## Dataset excerpts

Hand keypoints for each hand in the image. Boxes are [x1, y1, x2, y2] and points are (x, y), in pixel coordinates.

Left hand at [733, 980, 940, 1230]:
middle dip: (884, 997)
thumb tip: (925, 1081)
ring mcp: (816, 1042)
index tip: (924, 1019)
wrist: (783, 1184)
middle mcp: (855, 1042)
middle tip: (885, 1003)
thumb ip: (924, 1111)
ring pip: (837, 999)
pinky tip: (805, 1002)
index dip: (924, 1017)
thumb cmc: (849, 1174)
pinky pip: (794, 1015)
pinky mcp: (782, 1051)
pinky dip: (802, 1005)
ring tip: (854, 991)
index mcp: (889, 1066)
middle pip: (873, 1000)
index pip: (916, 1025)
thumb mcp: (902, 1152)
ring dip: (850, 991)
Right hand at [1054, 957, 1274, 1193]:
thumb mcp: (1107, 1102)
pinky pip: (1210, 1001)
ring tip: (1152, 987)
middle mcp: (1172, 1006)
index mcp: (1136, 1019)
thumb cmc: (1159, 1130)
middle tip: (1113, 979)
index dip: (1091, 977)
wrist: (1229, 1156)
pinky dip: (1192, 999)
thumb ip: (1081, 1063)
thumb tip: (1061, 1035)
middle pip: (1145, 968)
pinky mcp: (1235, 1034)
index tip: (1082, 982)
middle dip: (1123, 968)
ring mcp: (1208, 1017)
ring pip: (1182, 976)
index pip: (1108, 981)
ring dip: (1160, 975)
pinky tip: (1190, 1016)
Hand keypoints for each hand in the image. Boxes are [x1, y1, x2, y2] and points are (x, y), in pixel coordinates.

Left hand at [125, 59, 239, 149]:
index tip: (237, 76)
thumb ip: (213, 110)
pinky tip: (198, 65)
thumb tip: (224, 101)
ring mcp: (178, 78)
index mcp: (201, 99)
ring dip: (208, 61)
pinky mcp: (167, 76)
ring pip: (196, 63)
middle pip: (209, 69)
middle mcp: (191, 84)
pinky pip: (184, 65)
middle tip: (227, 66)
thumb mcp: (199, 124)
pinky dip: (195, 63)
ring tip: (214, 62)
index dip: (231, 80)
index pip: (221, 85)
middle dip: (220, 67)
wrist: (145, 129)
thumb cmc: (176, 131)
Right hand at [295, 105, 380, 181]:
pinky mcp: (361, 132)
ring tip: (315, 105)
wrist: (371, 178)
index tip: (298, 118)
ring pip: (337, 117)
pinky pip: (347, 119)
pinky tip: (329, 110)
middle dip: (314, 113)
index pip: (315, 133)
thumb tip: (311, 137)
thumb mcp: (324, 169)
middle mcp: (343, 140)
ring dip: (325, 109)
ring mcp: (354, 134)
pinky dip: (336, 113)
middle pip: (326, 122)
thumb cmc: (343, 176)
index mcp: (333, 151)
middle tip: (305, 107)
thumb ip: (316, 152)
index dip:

## What to do
Each line above should be copied exactly, with no line missing.

## Response area
Hand keypoints for each hand in the image. Boxes are [x1, y1, x2, y2] and points are (x, y), in pixel coordinates.

Left hand at [733, 980, 940, 1230]:
middle dip: (884, 997)
thumb tip: (925, 1081)
ring mcp: (816, 1042)
index tip: (924, 1019)
wrist: (783, 1184)
middle mcp: (855, 1042)
middle tip: (885, 1003)
thumb ip: (924, 1111)
ring pip: (837, 999)
pinky tip: (805, 1002)
index dip: (924, 1017)
thumb cmc: (849, 1174)
pinky pip: (794, 1015)
pinky mcp: (782, 1051)
pinky dip: (802, 1005)
ring tip: (854, 991)
index mcp: (889, 1066)
middle pip: (873, 1000)
index pip: (916, 1025)
thumb mcp: (902, 1152)
ring dip: (850, 991)
Right hand at [1054, 957, 1274, 1193]:
thumb mcp: (1107, 1102)
pinky pip: (1210, 1001)
ring tip: (1152, 987)
middle mcp: (1172, 1006)
index mcp: (1136, 1019)
thumb cmc: (1159, 1130)
middle tip: (1113, 979)
index dip: (1091, 977)
wrist: (1229, 1156)
pinky dip: (1192, 999)
thumb ip: (1081, 1063)
thumb tip: (1061, 1035)
middle pip: (1145, 968)
pinky mcp: (1235, 1034)
index tip: (1082, 982)
middle dip: (1123, 968)
ring mcp: (1208, 1017)
ring pip: (1182, 976)
index pip: (1108, 981)
ring dip: (1160, 975)
pinky tip: (1190, 1016)
Hand keypoints for each hand in the image. Boxes are [x1, y1, x2, y2] and points are (x, y), in pixel coordinates.

Left hand at [125, 59, 239, 149]:
index tip: (237, 76)
thumb ip: (213, 110)
pinky tip: (198, 65)
thumb tip: (224, 101)
ring mcp: (178, 78)
index mcp: (201, 99)
ring dip: (208, 61)
pinky mcp: (167, 76)
ring pip: (196, 63)
middle pip: (209, 69)
middle mcp: (191, 84)
pinky pip: (184, 65)
middle tip: (227, 66)
thumb mcp: (199, 124)
pinky dip: (195, 63)
ring tip: (214, 62)
index dip: (231, 80)
index pip: (221, 85)
middle dip: (220, 67)
wrist: (145, 129)
thumb cmc: (176, 131)
Right hand at [295, 105, 380, 181]:
pinky mcp: (361, 132)
ring tip: (315, 105)
wrist: (371, 178)
index tip: (298, 118)
ring pip: (337, 117)
pinky pip: (347, 119)
pinky tip: (329, 110)
middle dip: (314, 113)
index pip: (315, 133)
thumb tip: (311, 137)
thumb mcp: (324, 169)
middle mcp: (343, 140)
ring dip: (325, 109)
ring mcp: (354, 134)
pinky dip: (336, 113)
middle pip: (326, 122)
thumb cmc: (343, 176)
index mcp: (333, 151)
middle tip: (305, 107)
thumb ip: (316, 152)
index dip:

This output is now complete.